<<<<

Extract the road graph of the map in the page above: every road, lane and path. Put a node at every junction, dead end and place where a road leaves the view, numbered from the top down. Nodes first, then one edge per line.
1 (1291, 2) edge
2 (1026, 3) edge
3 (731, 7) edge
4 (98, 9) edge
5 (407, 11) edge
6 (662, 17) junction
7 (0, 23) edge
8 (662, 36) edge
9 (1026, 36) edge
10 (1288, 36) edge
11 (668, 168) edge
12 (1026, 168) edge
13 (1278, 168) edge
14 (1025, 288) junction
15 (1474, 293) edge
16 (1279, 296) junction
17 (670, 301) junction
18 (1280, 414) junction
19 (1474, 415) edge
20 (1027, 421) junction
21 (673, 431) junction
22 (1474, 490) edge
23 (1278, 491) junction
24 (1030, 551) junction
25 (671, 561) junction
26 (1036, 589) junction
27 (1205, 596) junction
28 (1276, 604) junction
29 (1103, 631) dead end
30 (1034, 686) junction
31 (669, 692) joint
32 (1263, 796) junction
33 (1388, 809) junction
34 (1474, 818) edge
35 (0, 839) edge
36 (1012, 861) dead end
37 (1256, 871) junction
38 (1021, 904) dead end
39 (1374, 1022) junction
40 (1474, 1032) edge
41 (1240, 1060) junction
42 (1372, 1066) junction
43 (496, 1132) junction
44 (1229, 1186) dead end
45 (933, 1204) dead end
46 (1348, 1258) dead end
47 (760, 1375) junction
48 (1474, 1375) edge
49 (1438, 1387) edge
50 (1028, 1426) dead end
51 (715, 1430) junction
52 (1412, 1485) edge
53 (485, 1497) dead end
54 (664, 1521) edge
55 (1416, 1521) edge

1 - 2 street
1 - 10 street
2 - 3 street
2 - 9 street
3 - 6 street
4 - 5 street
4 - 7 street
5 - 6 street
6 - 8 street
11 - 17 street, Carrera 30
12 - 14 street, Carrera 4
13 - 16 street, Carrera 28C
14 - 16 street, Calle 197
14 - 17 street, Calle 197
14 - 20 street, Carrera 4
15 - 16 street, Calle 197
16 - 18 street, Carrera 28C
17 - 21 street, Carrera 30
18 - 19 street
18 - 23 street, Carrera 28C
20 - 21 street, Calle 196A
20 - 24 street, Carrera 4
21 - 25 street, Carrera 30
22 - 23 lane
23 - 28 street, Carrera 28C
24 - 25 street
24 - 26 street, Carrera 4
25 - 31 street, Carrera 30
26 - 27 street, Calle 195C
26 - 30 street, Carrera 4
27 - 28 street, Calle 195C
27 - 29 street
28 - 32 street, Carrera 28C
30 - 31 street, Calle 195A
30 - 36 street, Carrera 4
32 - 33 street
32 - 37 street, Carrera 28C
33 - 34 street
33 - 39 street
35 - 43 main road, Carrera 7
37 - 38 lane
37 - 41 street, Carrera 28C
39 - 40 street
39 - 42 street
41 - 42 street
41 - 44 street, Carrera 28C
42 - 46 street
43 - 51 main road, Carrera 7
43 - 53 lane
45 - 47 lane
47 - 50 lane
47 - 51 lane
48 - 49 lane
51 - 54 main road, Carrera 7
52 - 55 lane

>>>>

YOUR INSTRUCTIONS:
Work out how many lines of the data above hold the word "Calle", and write only the count.

RESULT FOR THIS TASK:
7